Indicator simulation is a different approach to building facies distributions. Instead of using geometric data to model facies objects, indicator simulation is based on variograms generated from facies curves. The variograms represent both the size and 3D spatial frequency of the facies patterns. Experimental variograms are first computed from facies curves in the wells, and then fitted to the variogram model to obtain horizontal and vertical ranges of the facies. To add geological constraints to the simulation realizations, vertical facies proportion curves and two-dimensional facies proportion maps were built from the well data and used as soft constraint. Two simulations were performed using simple kriging (SK) and Bayesian kriging (BK). The primary axis of the horizontal variogram model was east-west, respecting the general structural orientation. In both simple and Bayesian-derived facies models, oolitic complexes are adjacent to the local highs in the St. Louis Limestone zone B following the trend of the deeper embayment in the south, which is well defined by the facies proportion constraints. The facies model simulated using Bayesian kriging tends to combine nearby similar facies together, and shows more connectivity in the oolitic deposits and more geologically reasonable geometry for facies compared with the facies simulation results from simple kriging. Multiple equally probabilistic realizations are gained by repeating this stochastic procedure.

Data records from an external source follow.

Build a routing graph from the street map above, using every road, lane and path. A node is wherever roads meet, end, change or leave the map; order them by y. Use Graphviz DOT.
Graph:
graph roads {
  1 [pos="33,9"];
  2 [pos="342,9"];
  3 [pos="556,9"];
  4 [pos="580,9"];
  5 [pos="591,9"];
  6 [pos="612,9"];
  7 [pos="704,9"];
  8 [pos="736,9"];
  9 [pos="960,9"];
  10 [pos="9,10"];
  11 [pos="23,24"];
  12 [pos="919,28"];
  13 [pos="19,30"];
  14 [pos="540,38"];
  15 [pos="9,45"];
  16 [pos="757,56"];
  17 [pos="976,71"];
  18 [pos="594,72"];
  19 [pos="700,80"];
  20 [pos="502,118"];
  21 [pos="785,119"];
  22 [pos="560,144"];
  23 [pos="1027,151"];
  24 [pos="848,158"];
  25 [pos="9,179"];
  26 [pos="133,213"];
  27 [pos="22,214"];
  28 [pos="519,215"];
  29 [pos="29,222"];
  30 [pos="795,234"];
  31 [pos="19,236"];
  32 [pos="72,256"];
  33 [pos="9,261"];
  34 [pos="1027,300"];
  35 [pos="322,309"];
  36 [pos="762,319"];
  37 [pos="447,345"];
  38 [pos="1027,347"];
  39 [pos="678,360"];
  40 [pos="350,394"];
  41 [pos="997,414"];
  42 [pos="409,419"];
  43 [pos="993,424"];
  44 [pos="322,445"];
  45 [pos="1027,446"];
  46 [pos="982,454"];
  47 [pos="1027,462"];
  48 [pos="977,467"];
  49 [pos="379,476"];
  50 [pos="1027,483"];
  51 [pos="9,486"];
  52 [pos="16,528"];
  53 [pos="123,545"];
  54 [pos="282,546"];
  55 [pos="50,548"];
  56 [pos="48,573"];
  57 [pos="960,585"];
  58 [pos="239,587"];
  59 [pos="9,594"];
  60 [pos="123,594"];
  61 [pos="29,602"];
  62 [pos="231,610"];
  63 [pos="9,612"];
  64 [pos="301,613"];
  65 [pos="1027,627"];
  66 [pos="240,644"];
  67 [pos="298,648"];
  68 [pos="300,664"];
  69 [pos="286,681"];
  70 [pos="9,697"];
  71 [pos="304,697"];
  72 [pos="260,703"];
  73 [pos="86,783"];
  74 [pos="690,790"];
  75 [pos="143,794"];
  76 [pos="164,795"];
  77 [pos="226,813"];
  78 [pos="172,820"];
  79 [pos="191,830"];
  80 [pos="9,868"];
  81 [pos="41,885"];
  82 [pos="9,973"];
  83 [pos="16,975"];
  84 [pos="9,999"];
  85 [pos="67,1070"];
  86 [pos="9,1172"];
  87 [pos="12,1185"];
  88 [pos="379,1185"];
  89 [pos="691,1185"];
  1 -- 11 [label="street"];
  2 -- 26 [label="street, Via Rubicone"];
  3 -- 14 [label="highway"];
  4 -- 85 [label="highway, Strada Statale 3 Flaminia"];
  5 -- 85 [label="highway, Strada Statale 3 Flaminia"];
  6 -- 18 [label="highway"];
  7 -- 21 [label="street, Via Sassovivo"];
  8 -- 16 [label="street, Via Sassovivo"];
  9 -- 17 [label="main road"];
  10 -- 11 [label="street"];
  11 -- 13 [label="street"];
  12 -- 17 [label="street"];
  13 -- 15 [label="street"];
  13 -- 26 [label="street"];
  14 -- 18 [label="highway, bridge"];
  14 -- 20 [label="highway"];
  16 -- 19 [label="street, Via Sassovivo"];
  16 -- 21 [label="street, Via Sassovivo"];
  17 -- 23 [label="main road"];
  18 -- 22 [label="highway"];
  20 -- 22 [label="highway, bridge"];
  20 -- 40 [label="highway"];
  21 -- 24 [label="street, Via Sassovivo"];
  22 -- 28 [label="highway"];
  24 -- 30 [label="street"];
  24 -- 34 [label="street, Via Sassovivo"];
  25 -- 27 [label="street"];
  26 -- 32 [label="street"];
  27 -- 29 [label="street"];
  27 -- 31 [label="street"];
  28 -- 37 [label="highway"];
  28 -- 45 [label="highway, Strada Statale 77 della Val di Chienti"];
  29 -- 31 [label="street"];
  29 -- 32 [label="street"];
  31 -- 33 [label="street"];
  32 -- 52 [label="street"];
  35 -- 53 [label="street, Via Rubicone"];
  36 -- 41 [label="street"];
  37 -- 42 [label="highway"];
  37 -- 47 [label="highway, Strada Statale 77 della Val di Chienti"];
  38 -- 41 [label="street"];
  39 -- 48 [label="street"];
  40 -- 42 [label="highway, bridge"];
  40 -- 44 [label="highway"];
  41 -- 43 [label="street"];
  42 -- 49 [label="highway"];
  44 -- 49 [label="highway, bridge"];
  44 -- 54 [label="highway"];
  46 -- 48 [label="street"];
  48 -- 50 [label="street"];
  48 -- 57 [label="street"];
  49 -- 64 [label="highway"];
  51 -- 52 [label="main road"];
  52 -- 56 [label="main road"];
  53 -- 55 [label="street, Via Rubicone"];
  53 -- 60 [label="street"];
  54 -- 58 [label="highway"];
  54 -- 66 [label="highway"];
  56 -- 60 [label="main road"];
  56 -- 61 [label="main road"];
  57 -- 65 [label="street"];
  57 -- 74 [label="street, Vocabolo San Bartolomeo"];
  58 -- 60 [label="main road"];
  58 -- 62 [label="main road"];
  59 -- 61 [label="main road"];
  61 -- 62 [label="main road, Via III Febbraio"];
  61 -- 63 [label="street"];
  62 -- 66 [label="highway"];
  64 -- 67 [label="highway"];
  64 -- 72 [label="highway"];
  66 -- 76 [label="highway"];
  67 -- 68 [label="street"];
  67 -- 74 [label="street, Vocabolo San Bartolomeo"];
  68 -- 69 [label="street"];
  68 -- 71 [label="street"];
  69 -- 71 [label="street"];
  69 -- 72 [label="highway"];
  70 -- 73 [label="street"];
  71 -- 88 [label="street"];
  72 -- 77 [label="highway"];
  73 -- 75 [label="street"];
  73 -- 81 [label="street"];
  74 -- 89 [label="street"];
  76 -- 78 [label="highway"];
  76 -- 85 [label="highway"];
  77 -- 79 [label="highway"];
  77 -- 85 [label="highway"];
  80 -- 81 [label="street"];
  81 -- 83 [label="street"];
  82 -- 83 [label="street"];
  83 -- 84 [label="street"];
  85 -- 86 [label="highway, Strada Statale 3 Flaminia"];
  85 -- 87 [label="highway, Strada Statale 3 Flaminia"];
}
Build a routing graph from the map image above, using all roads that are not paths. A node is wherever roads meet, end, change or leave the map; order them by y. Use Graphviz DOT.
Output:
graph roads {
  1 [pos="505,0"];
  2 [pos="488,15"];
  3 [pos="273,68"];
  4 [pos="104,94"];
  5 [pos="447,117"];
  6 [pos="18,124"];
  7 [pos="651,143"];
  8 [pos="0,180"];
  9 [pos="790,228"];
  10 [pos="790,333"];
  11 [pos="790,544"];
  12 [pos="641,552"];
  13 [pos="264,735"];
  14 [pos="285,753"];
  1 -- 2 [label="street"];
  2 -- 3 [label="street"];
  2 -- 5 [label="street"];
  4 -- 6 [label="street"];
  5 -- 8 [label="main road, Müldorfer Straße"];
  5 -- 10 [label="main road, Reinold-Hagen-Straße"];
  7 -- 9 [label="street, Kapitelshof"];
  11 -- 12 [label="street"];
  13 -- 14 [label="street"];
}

Compared to the object-based simulation, facies simulated using indicator simulation show a similar overall distribution, but geometric distribution of individual facies is more dispersed and shows decreased lateral and vertical connectivity. Since the facies objects were initially simulated around wells, facies in the object-based model tend to show condensation in the vicinity of the wells even though the same volume proportions were used as in indicator simulations. The dimensions of oolitic complexes (8,845 ft [2654 m] X 3370 ft [1011 m]) and the cemented oolitic deposits (5237 ft [1571 m]X 1890 ft [567 m]) computed by indicator simulation are comparable to the geometry computed with the object-based models.

In both indicator and object-based approaches, the modeled depositional trends, geometry and patterns reflect lithofacies curves and proportion data calculated from well data. The modeled facies distributions support an interpretation of the St. Louis Limestone as a series of oolitic grainstone shoals deposited during fluctuations of relative sea level. Object-based and indicator 3D geostatistical facies models provide similar insights into the uncertainty of facies architecture of the St. Louis Limestone.